Un mio consiglio finale: non indico un luogo preciso, li amo tutti troppo per scegliere, ma di certo al pellegrino consiglio di fermarsi presso gli eremi, sempre immersi in una natura intatta, li consiglio di fermarsi in silenzio, come faceva Francesco nei suoi numerosi ritiri. Quasi in contrappunto, consiglio di fermarsi presso i conventi, dove vivono i fratelli e le sorelle di Francesco e di Chiara d’Assisi. Lì si troverà la vocazione francescana verso il servizio e la cura dei più deboli.
Come si celebra ad Assisi il 4 ottobre, Festa del Santo?
Quest’anno (2020), il 4 ottobre festa di San Francesco assume un significato ancora più straordinario. Papa Francesco già nell’enciclica Laudato sii sulla cura della casa comune, pubblicata il 18 giugno 2015 sottolineava l’importanza di un’ecologia integrale, in cui la preoccupazione per la natura, l’equità verso i poveri, l’impegno nella società, ma anche la gioia e la pace interiore risultano inseparabili.

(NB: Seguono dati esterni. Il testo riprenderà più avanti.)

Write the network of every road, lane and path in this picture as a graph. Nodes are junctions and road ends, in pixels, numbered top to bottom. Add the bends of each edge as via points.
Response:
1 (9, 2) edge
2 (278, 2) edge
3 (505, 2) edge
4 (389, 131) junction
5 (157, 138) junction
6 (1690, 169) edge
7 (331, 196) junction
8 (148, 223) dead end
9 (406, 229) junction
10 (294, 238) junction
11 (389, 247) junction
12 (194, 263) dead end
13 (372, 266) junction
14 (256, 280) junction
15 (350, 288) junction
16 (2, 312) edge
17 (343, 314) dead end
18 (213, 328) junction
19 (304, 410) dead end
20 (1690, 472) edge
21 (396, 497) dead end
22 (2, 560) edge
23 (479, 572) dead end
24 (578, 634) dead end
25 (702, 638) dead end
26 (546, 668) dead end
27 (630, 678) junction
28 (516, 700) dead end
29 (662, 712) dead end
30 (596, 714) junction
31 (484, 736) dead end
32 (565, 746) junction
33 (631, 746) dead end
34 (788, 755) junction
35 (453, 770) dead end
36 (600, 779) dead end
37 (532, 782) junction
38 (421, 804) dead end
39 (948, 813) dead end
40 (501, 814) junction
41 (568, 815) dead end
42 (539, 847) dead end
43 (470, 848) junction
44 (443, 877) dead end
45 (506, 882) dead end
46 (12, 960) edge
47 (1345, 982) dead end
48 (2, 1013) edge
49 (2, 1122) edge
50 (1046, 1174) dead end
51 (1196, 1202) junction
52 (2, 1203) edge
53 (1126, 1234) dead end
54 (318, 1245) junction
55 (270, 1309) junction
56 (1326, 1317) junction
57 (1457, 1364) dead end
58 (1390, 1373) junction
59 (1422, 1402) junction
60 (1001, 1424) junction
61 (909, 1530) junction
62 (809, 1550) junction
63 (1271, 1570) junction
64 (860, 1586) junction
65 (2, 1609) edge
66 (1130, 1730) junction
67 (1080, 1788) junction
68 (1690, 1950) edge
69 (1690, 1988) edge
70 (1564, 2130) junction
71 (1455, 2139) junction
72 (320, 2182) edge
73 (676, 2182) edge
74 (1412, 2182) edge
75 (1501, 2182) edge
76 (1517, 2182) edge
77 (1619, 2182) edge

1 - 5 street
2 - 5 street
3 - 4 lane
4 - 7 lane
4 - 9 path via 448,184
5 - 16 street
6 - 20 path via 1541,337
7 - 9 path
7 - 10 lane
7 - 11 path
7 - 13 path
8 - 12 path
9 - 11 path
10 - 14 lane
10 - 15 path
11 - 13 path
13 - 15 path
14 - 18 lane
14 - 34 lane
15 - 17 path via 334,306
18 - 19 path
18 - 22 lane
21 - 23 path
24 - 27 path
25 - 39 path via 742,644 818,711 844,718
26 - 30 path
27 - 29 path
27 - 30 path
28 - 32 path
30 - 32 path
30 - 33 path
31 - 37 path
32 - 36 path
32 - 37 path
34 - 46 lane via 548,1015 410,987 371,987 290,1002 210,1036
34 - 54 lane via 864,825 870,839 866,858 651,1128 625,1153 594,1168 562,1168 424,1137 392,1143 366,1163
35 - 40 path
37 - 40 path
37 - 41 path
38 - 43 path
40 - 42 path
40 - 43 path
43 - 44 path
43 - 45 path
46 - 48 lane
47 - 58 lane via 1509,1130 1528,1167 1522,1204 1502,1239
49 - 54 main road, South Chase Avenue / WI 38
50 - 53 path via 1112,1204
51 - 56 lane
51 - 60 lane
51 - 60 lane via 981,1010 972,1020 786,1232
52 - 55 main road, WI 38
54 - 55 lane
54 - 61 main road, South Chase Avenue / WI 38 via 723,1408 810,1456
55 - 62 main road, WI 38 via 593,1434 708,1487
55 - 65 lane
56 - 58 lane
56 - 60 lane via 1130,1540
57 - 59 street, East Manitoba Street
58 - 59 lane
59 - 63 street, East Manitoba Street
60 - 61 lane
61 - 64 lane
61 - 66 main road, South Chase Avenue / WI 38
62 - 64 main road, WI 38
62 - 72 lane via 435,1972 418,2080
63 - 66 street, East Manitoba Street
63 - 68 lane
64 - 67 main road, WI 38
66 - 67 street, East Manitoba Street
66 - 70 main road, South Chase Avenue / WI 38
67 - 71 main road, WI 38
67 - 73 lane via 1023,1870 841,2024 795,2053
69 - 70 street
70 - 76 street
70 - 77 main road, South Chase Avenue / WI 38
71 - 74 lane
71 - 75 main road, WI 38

Sabato 3 ottobre, Papa Francesco, davanti alla tomba di San Francesco ha firmato la sua ultima Enciclica Fratelli tutti sulla fraternità e l’amicizia sociale. Grande è il significato della scelta del luogo, Assisi, dove Francesco ha dato origine a una esperienza di vita spirituale, il cui cuore fondamentale è stato proprio il riconoscimento dell’essere fratelli gli uni degli altri. A prescindere dalle motivazioni di chi compie il cammino, dal proprio credo religioso, questi documenti pongono domande fondamentali con le quali chi si metterà in cammino è invitato e stimolato a confrontarsi.